University of California research laboratories may soon lose funding from tobacco companies, pending the results of an on-going debate among the UC Regents, top faculty administrators, interest groups and scientists.

Tobacco companies have funded many UC research projects – including research on tobacco and smoking – and are currently helping pay for about 19 studies on the UC San Diego, Berkeley, Los Angeles and Davis campuses. The Board of Regents, however, may decide at its May meeting to stem the money flow due to recent concerns over conflicts of interest and other ethical implications.

The possible ban on funding would only apply to tobacco-related studies funded by tobacco companies, such as Philip Morris.

“Many universities around the world have adopted policies to decline money from cigarette companies for research,” said Marcia Brown-Machen, the city of Berkeley Public Health Dept.’s tobacco prevention program director. “Right now, the University of California is the only university that is in this position to have to take money from the tobacco companies; we are forbidden to decline the funds.”

Whether Brown-Machen’s philosophy is universally shared will be up to the UC Academic Senate to determine. The senate, a system-wide decision-making body composed of faculty, has been charged by the Regents to more thoroughly discuss whether or not the proposed funding restrictions would impinge upon researchers’ academic freedoms.

Several parties are currently at odds over the issue. Regent Judith L. Hopkins has expressed her opinion that the decision to accept or decline funding from tobacco companies should be left to the researchers whose studies would be affected. She said at the January Regents’ meeting that it is an issue of academic freedom.

However, critics such as the American Cancer Society and UC San Francisco professor Stan Glantz counter that tobacco companies influence the outcomes of studies when they fund researchers.

In 2004, when Berkeley researchers decided to stop accepting tobacco funding, the Academic Senate ruled that only the Regents – and not individual entities within universities – had the power to make such a decision.

According to Kimberly Homer, campaign organizer for the Campaign to Defend Academic Integrity, many skeptics believe that refusing tobacco funding could set a precedent, leading to the cessation of funding from other industries. The Campaign to Defend Academic Integrity is an independent group opposed to tobacco dollars being used to fund UC research.

“The faculty thinks that if they stop [getting] funding from tobacco companies, then we’ll stop getting money from pharmaceutical companies and the energy industry,” Homer said. “If we say tobacco companies are bad, they could say oil and pharmaceutical companies are bad too. Who are we not going to get money from next? The tobacco companies are not comparable to other research sources.”

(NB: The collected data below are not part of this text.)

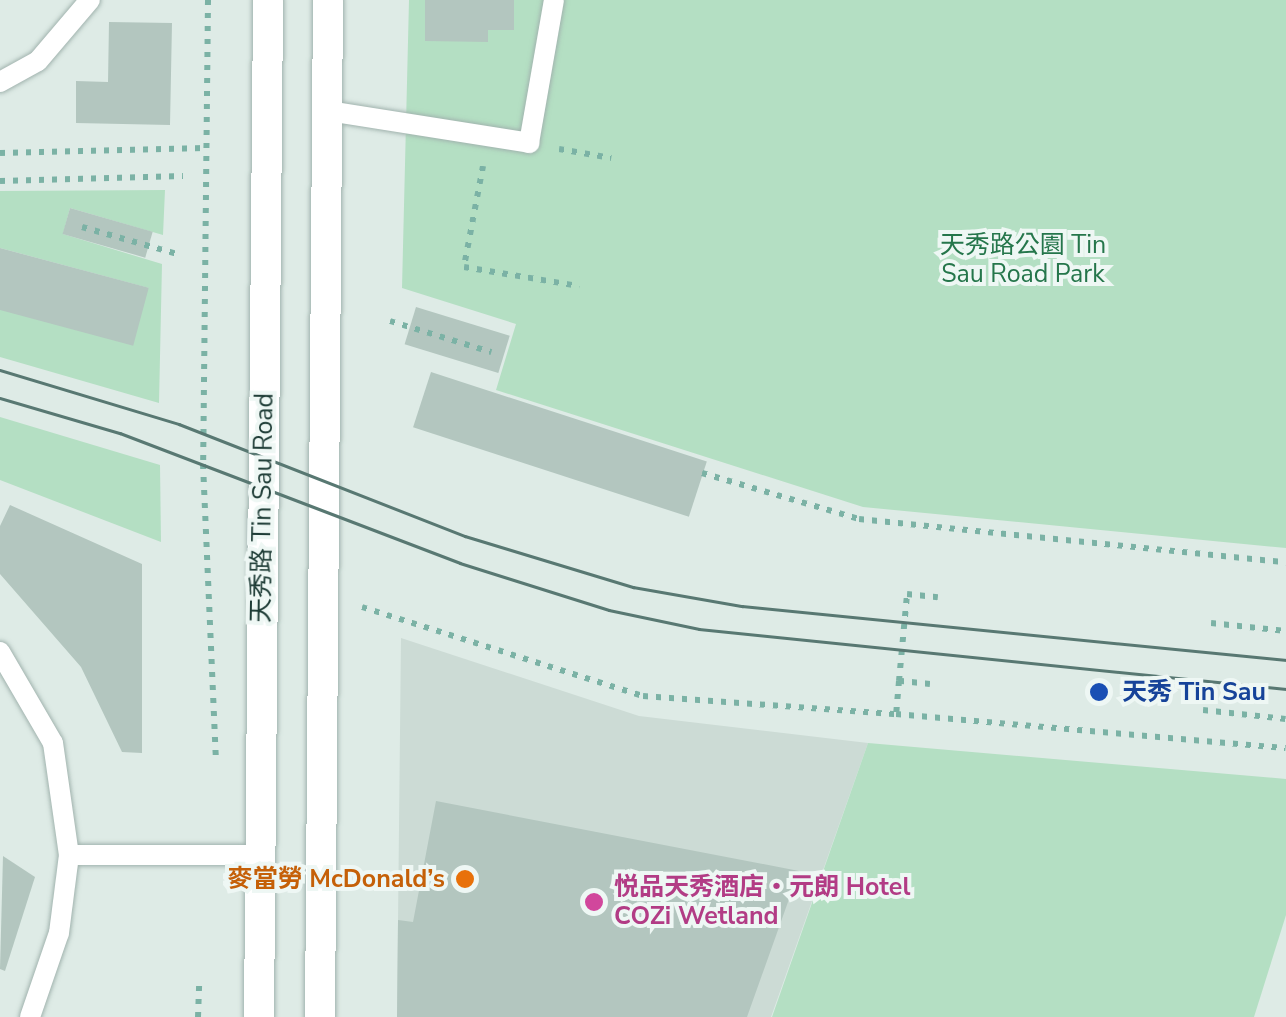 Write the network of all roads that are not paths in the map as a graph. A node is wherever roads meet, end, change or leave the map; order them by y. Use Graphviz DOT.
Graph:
graph roads {
  1 [pos="90,0"];
  2 [pos="268,0"];
  3 [pos="328,0"];
  4 [pos="554,0"];
  5 [pos="0,82"];
  6 [pos="328,111"];
  7 [pos="0,652"];
  8 [pos="69,855"];
  9 [pos="260,855"];
  10 [pos="30,1017"];
  11 [pos="259,1017"];
  12 [pos="320,1017"];
  1 -- 5 [label="lane"];
  2 -- 9 [label="street, 天秀路 Tin Sau Road"];
  3 -- 6 [label="street"];
  4 -- 6 [label="lane"];
  6 -- 12 [label="street"];
  7 -- 8 [label="lane"];
  8 -- 9 [label="lane"];
  8 -- 10 [label="lane"];
  9 -- 11 [label="street, 天秀路 Tin Sau Road"];
}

In November 2006, the Academic Senate recommended that the Regents not restrict tobacco-company funding because of the academic freedom issue. However, after the board decided in January to revisit the issue at its May meeting, it asked Senate members to conduct additional research on the matter and release a recommendation by April 13.

According to Glantz, research funding provided by tobacco companies has been an issue at the UC level since 2001, when faculty and students from several UC campuses suggested that researchers stop accepting money from cigarette companies for research. They cited prior allegations of fraud, such as the UCLA case in which tobacco-funded study results were allegedly influenced by the relationship between the researcher and the tobacco industry.

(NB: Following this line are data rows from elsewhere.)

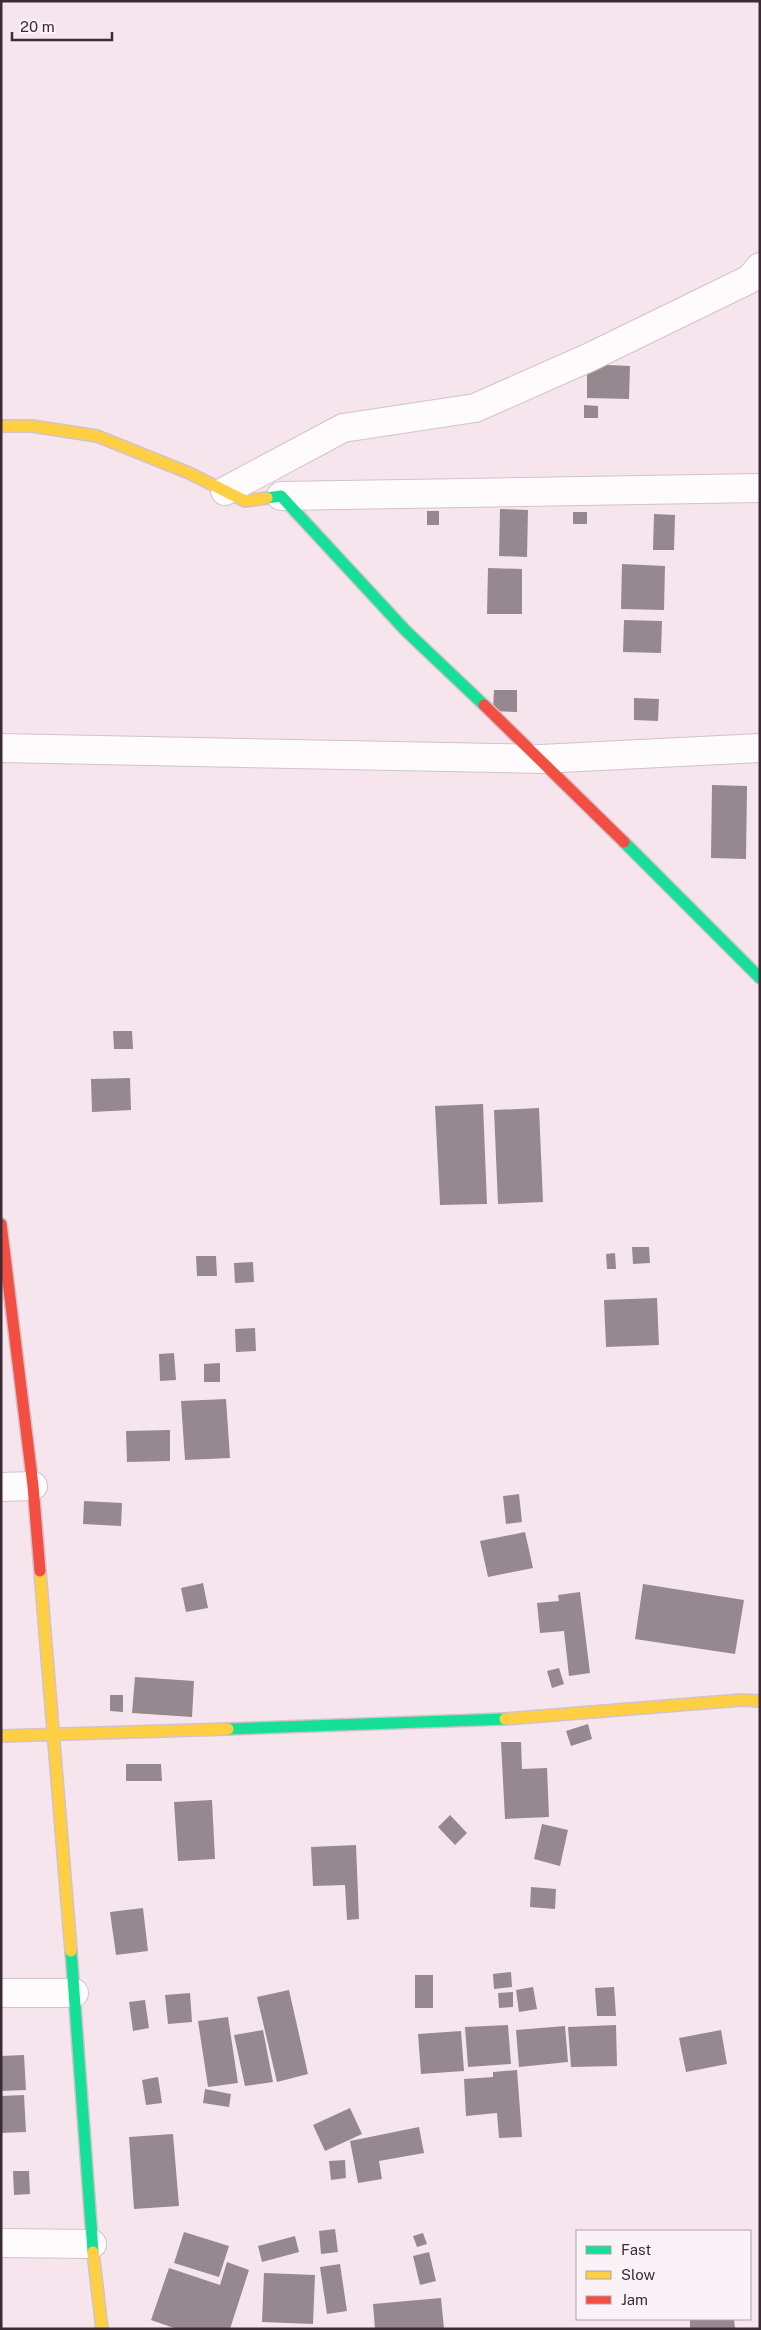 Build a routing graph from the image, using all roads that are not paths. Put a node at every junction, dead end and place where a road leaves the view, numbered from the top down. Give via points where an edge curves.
1 (760, 267) edge
2 (1, 426) edge
3 (760, 488) edge
4 (225, 491) junction
5 (281, 496) junction
6 (1, 748) edge
7 (760, 748) edge
8 (541, 759) junction
9 (760, 978) edge
10 (1, 1224) edge
11 (4, 1267) edge
12 (33, 1486) junction
13 (1, 1487) edge
14 (760, 1701) edge
15 (1, 1736) edge
16 (55, 1736) junction
17 (74, 1993) junction
18 (1, 1994) edge
19 (1, 2243) edge
20 (92, 2244) junction
21 (102, 2329) edge

1 - 4 street via 750,280 475,408 343,428
2 - 4 street via 32,426 97,436 190,473
3 - 5 street
4 - 5 street via 245,501
5 - 8 street via 406,631
6 - 8 street
7 - 8 street
8 - 9 street
10 - 11 street
11 - 12 street
12 - 13 street
12 - 16 street
14 - 16 street via 496,1720
15 - 16 street
16 - 17 street
17 - 18 street
17 - 20 street
19 - 20 street
20 - 21 street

James Enstrom, who is a research professor at the UCLA School of Public Health, claimed that there was substantial data to prove secondhand smoke may not cause lung cancer and heart disease in nonsmokers. His assertions were based on a study partially funded by the Center for Indoor Air Research, a research group the American Cancer Society claims is affiliated with Philip Morris.

“Enstrom was caught with his hand in the cookie jar,” Brown-Machen said. “The tobacco companies have been guilty on so many counts. Some researchers are not as ethical as we hope them to be.”

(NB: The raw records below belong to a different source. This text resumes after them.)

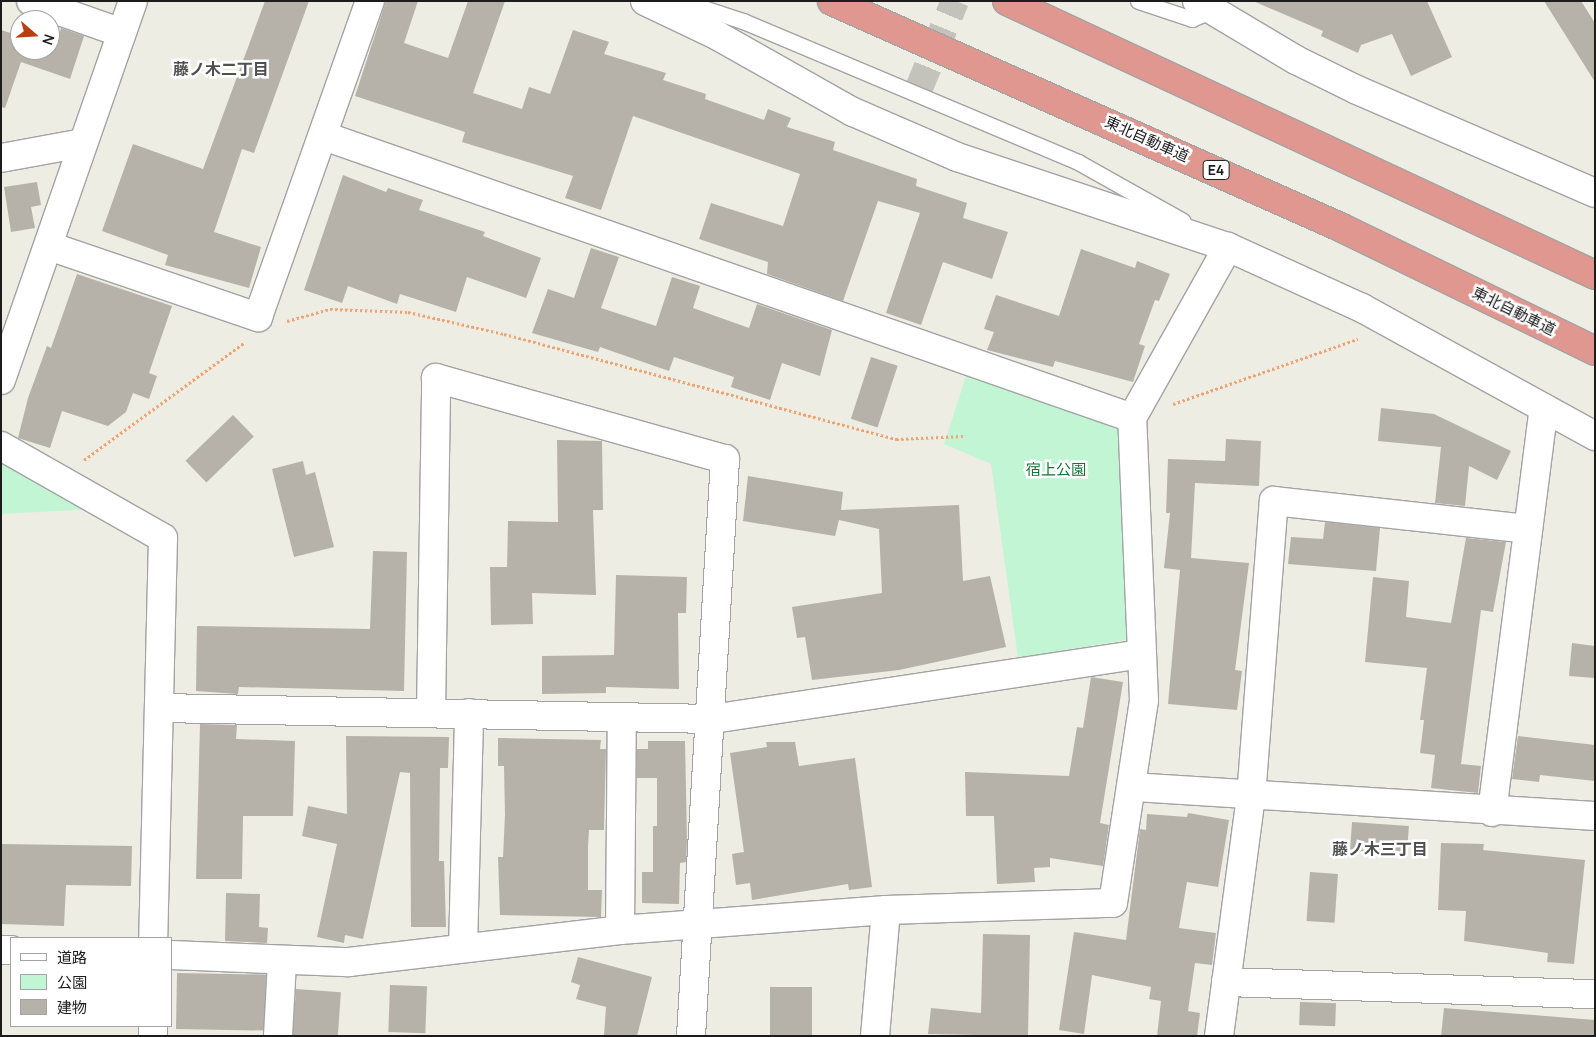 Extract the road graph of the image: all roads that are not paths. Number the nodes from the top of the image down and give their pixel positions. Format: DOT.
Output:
graph roads {
  1 [pos="31,1"];
  2 [pos="133,1"];
  3 [pos="370,1"];
  4 [pos="645,1"];
  5 [pos="682,1"];
  6 [pos="832,1"];
  7 [pos="1006,1"];
  8 [pos="1138,1"];
  9 [pos="1210,4"];
  10 [pos="122,33"];
  11 [pos="324,136"];
  12 [pos="83,143"];
  13 [pos="1,158"];
  14 [pos="1595,193"];
  15 [pos="49,246"];
  16 [pos="1228,247"];
  17 [pos="1595,275"];
  18 [pos="1595,351"];
  19 [pos="1,380"];
  20 [pos="1544,408"];
  21 [pos="1132,418"];
  22 [pos="1595,436"];
  23 [pos="1,446"];
  24 [pos="1526,529"];
  25 [pos="1140,654"];
  26 [pos="160,708"];
  27 [pos="431,712"];
  28 [pos="469,713"];
  29 [pos="622,717"];
  30 [pos="712,719"];
  31 [pos="1133,787"];
  32 [pos="1251,797"];
  33 [pos="1492,812"];
  34 [pos="1595,816"];
  35 [pos="886,910"];
  36 [pos="700,924"];
  37 [pos="620,930"];
  38 [pos="153,937"];
  39 [pos="463,948"];
  40 [pos="172,955"];
  41 [pos="282,962"];
  42 [pos="1226,982"];
  43 [pos="1595,994"];
  44 [pos="278,1036"];
  45 [pos="691,1036"];
  46 [pos="875,1036"];
  47 [pos="1219,1036"];
  1 -- 10 [label="street"];
  2 -- 10 [label="street"];
  3 -- 11 [label="street"];
  4 -- 16 [label="street"];
  5 -- 16 [label="lane"];
  6 -- 18 [label="highway, 東北自動車道 / E4"];
  7 -- 17 [label="highway"];
  8 -- 9 [label="lane"];
  9 -- 14 [label="street"];
  10 -- 12 [label="street"];
  11 -- 15 [label="street"];
  11 -- 21 [label="street"];
  12 -- 13 [label="street"];
  12 -- 15 [label="street"];
  15 -- 19 [label="street"];
  16 -- 20 [label="street"];
  16 -- 21 [label="street"];
  20 -- 22 [label="street"];
  20 -- 24 [label="street"];
  21 -- 25 [label="street"];
  23 -- 26 [label="street"];
  24 -- 32 [label="street"];
  24 -- 33 [label="street"];
  25 -- 30 [label="street"];
  25 -- 31 [label="street"];
  26 -- 27 [label="street"];
  26 -- 38 [label="street"];
  27 -- 28 [label="street"];
  27 -- 30 [label="street"];
  28 -- 29 [label="street"];
  28 -- 39 [label="street"];
  29 -- 30 [label="street"];
  29 -- 37 [label="street"];
  30 -- 36 [label="street"];
  31 -- 32 [label="street"];
  31 -- 35 [label="street"];
  32 -- 33 [label="street"];
  32 -- 42 [label="street"];
  33 -- 34 [label="street"];
  35 -- 36 [label="street"];
  35 -- 46 [label="street"];
  36 -- 37 [label="street"];
  36 -- 45 [label="street"];
  37 -- 39 [label="street"];
  39 -- 41 [label="street"];
  40 -- 41 [label="street"];
  41 -- 44 [label="street"];
  42 -- 43 [label="street"];
  42 -- 47 [label="street"];
}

Brown-Machen said she has been working with UC Berkeley Butt Out!, an anti-smoking group, for the last six years to persuade the UC Regents to decline tobacco company research funding as other universities have in the past.

Presently, Glantz said, the amount companies in the tobacco industry like Philip Morris USA, the largest tobacco company in the United States, provide is financially miniscule in light of the overall $4 billion invested in UC research. Thus, the loss of funding would not harm the UC’s financial status.

“I think the university shouldn’t be involved with [tobacco funding],” Glantz said. “It hurts the university’s integrity and reputation.”